(Collected data)
◇ ◇ ◇ ◇
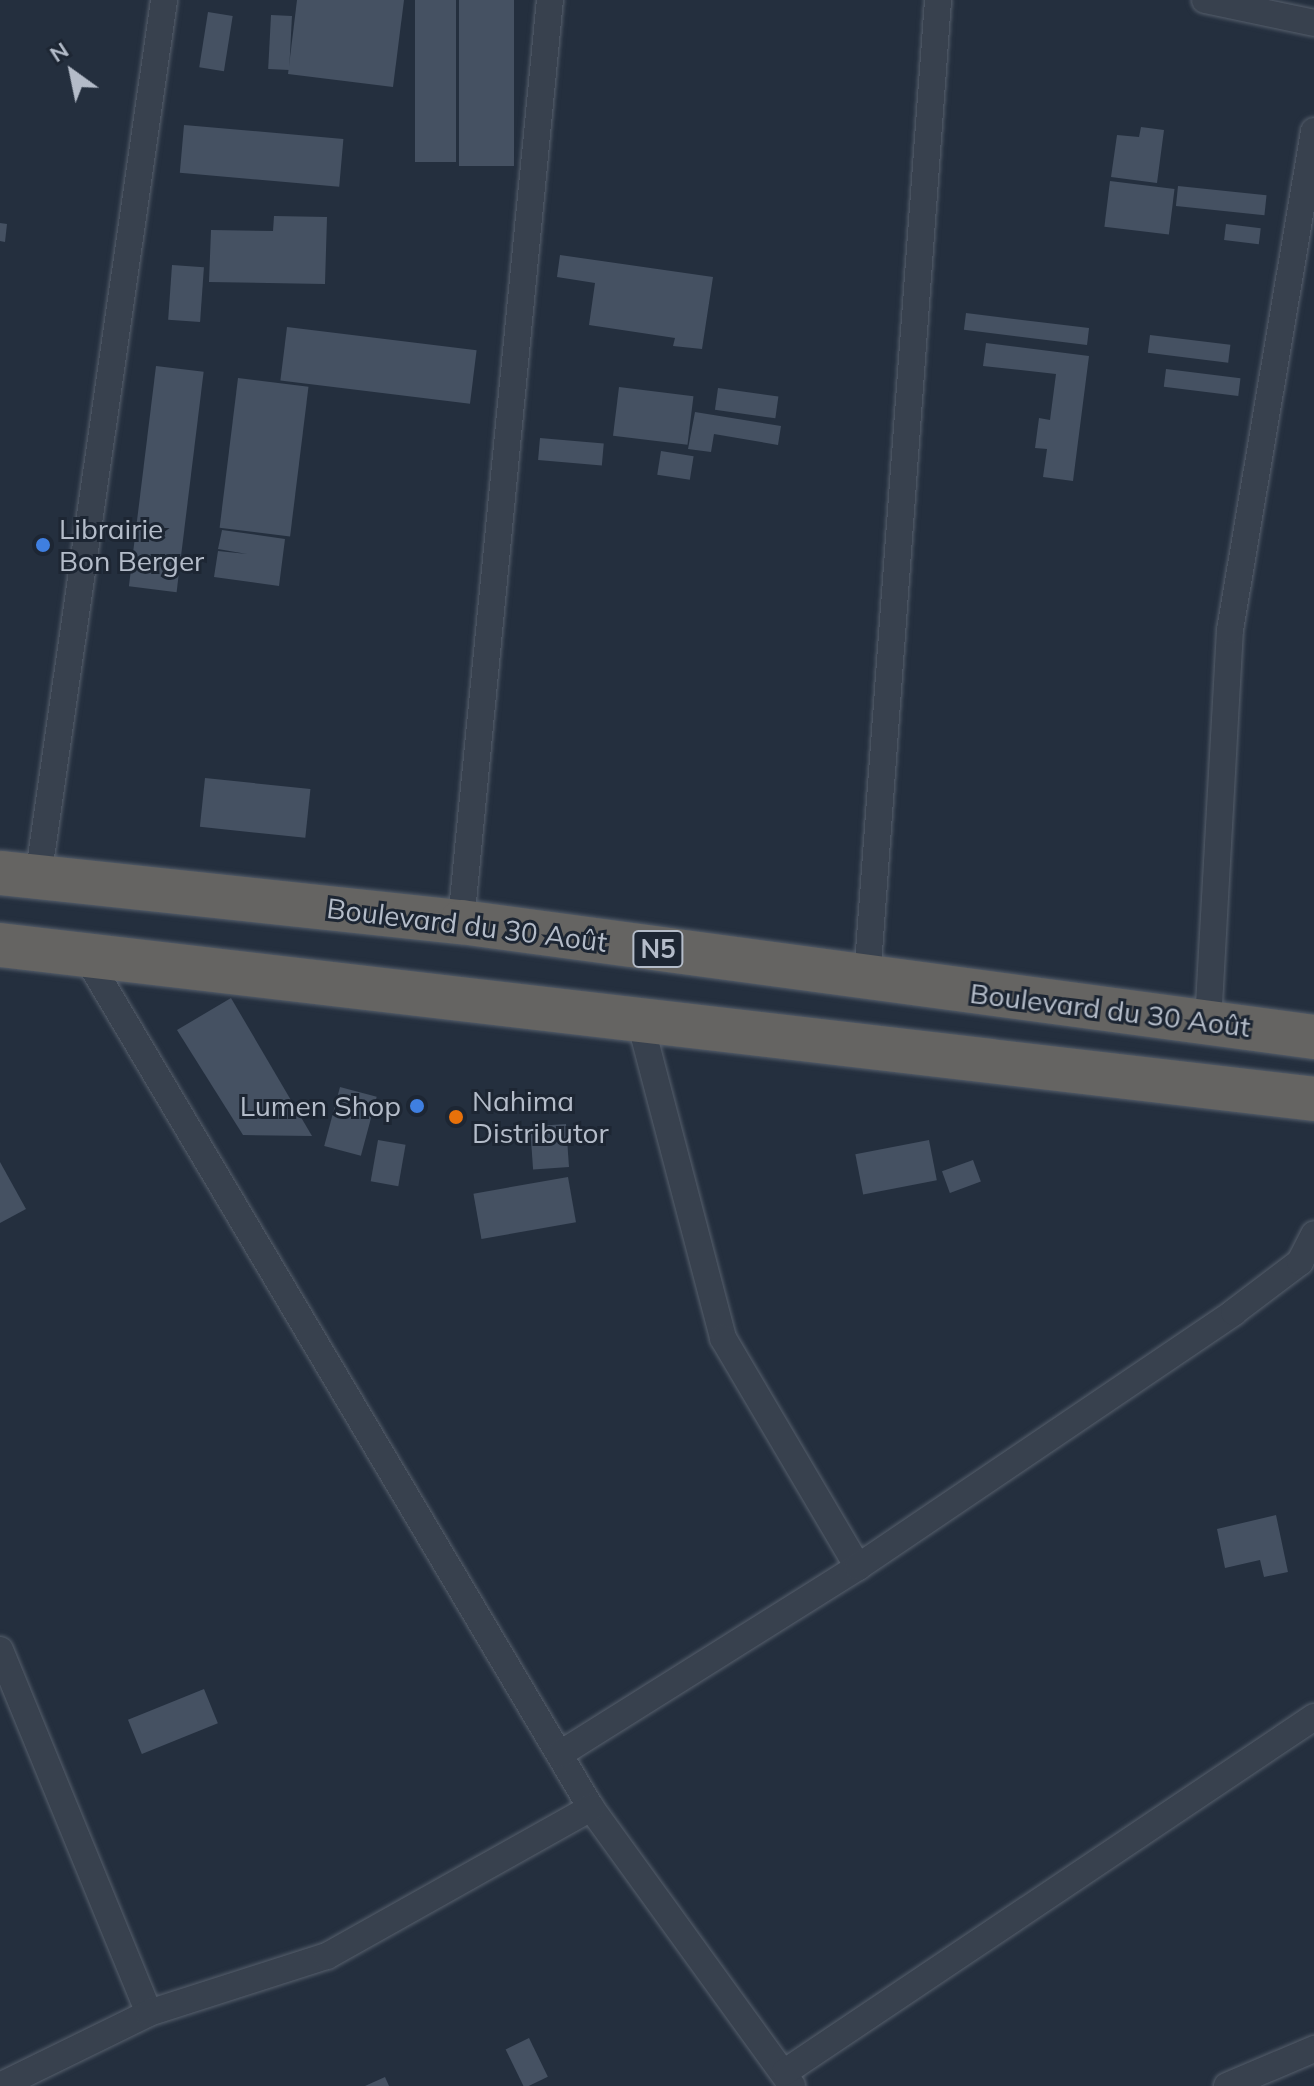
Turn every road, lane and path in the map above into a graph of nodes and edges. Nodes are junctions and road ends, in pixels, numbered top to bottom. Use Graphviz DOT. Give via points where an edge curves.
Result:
graph roads {
  1 [pos="164,0"];
  2 [pos="550,0"];
  3 [pos="938,0"];
  4 [pos="1205,0"];
  5 [pos="1314,23"];
  6 [pos="1314,131"];
  7 [pos="19,876"];
  8 [pos="461,922"];
  9 [pos="0,945"];
  10 [pos="84,953"];
  11 [pos="867,979"];
  12 [pos="1208,1023"];
  13 [pos="641,1025"];
  14 [pos="1314,1037"];
  15 [pos="1314,1099"];
  16 [pos="1314,1234"];
  17 [pos="858,1567"];
  18 [pos="0,1650"];
  19 [pos="1314,1717"];
  20 [pos="560,1754"];
  21 [pos="591,1808"];
  22 [pos="149,2013"];
  23 [pos="1314,2049"];
  24 [pos="789,2079"];
  25 [pos="0,2086"];
  26 [pos="1227,2086"];
  1 -- 7 [label="street"];
  2 -- 8 [label="street"];
  3 -- 11 [label="street"];
  4 -- 5 [label="street"];
  6 -- 12 [label="street" via="1230,630"];
  7 -- 8 [label="highway, Boulevard du 30 Août / N5"];
  8 -- 11 [label="highway, Boulevard du 30 Août / N5"];
  9 -- 10 [label="highway"];
  10 -- 13 [label="highway"];
  10 -- 20 [label="street"];
  11 -- 12 [label="highway, Boulevard du 30 Août / N5"];
  12 -- 14 [label="highway, Boulevard du 30 Août / N5"];
  13 -- 15 [label="highway"];
  13 -- 17 [label="street" via="723,1338"];
  16 -- 17 [label="street" via="1300,1262 1234,1312"];
  17 -- 20 [label="street"];
  18 -- 22 [label="street"];
  19 -- 24 [label="street"];
  20 -- 21 [label="street"];
  21 -- 22 [label="street" via="327,1956"];
  21 -- 24 [label="street"];
  22 -- 25 [label="street"];
  23 -- 26 [label="street"];
}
◇ ◇ ◇ ◇
WHAT YOU ARE ASKED TO DO: Copy here each line of the preceding records with "Août" in it.

OUTPUT FOR THIS EXERCISE:
  7 -- 8 [label="highway, Boulevard du 30 Août / N5"];
  8 -- 11 [label="highway, Boulevard du 30 Août / N5"];
  11 -- 12 [label="highway, Boulevard du 30 Août / N5"];
  12 -- 14 [label="highway, Boulevard du 30 Août / N5"];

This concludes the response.